● **Assigned task**:
Of the lines below, report only those that contain "Lane".
Top of Data to examine
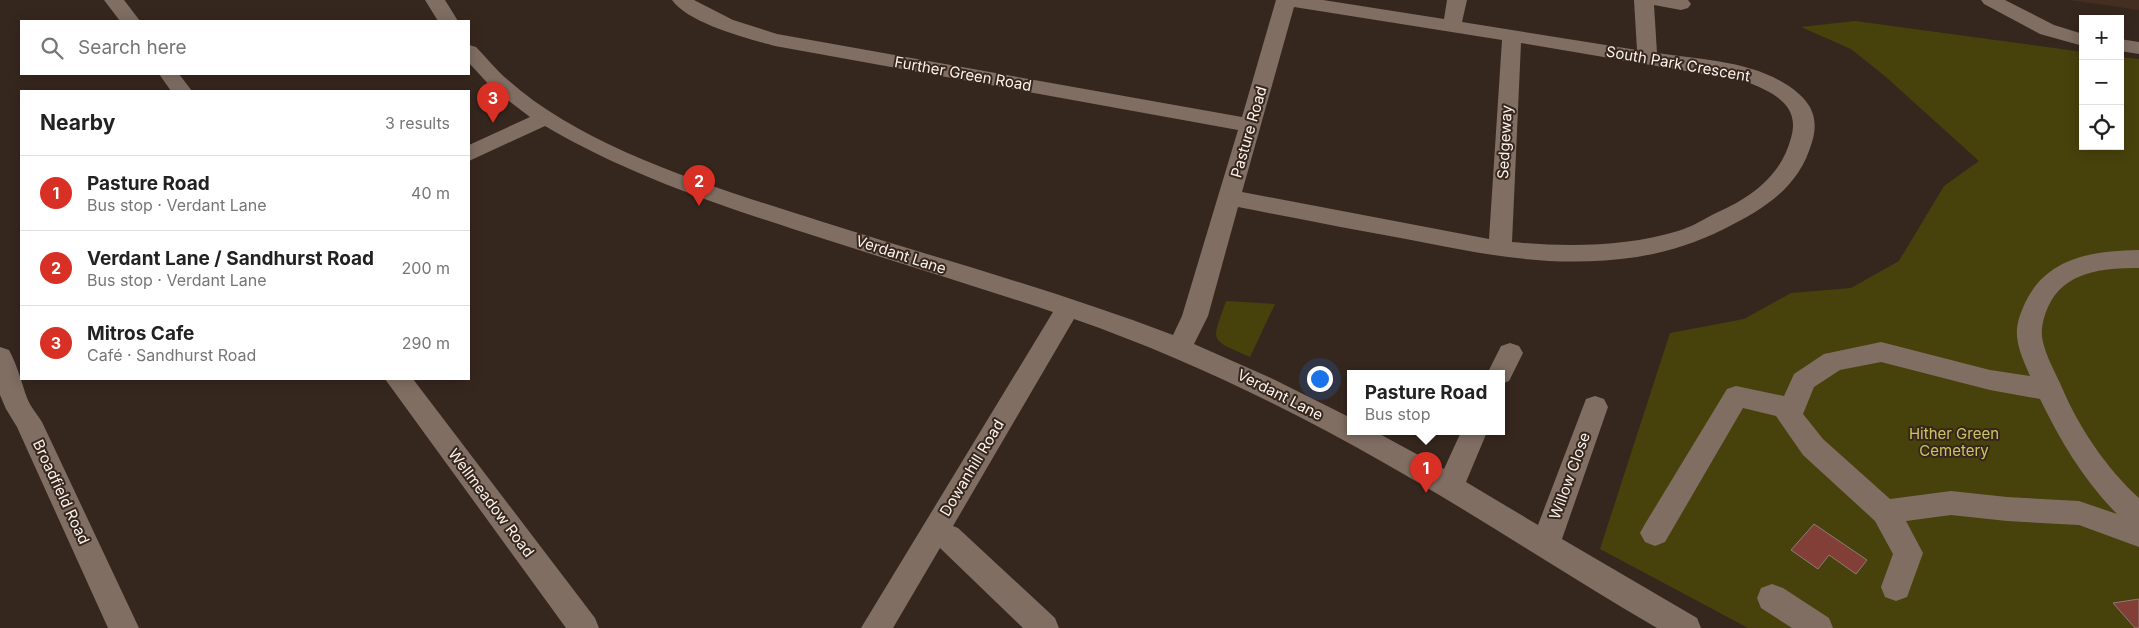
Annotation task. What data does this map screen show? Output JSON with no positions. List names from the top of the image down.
{
  "streets": {
    "street": [
      "South Park Crescent",
      "Further Green Road",
      "Pasture Road",
      "Sedgeway",
      "Verdant Lane",
      "Dowanhill Road",
      "Willow Close",
      "Broadfield Road",
      "Wellmeadow Road"
    ]
  },
  "crossings": [
    ["South Park Crescent", "Pasture Road"],
    ["South Park Crescent", "Sedgeway"],
    ["Further Green Road", "Pasture Road"],
    ["Pasture Road", "Verdant Lane"],
    ["Verdant Lane", "Dowanhill Road"],
    ["Verdant Lane", "Willow Close"]
  ],
  "parks": ["Hither Green Cemetery"],
  "page": {
    "map_buttons": ["+", "−"],
    "search": "Search here",
    "pins": ["3", "2", "1"],
    "heading": ["Nearby", "3 results"],
    "list": [
      {
        "mark": "1",
        "name": "Pasture Road",
        "note": "Bus stop · Verdant Lane",
        "value": "40 m"
      },
      {
        "mark": "2",
        "name": "Verdant Lane / Sandhurst Road",
        "note": "Bus stop · Verdant Lane",
        "value": "200 m"
      },
      {
        "mark": "3",
        "name": "Mitros Cafe",
        "note": "Café · Sandhurst Road",
        "value": "290 m"
      }
    ],
    "popup": ["Pasture Road", "Bus stop"]
  }
}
Bottom of Data to examine
● **Exercise solution**:
      "Verdant Lane",
    ["Pasture Road", "Verdant Lane"],
    ["Verdant Lane", "Dowanhill Road"],
    ["Verdant Lane", "Willow Close"]
        "note": "Bus stop · Verdant Lane",
        "name": "Verdant Lane / Sandhurst Road",
        "note": "Bus stop · Verdant Lane",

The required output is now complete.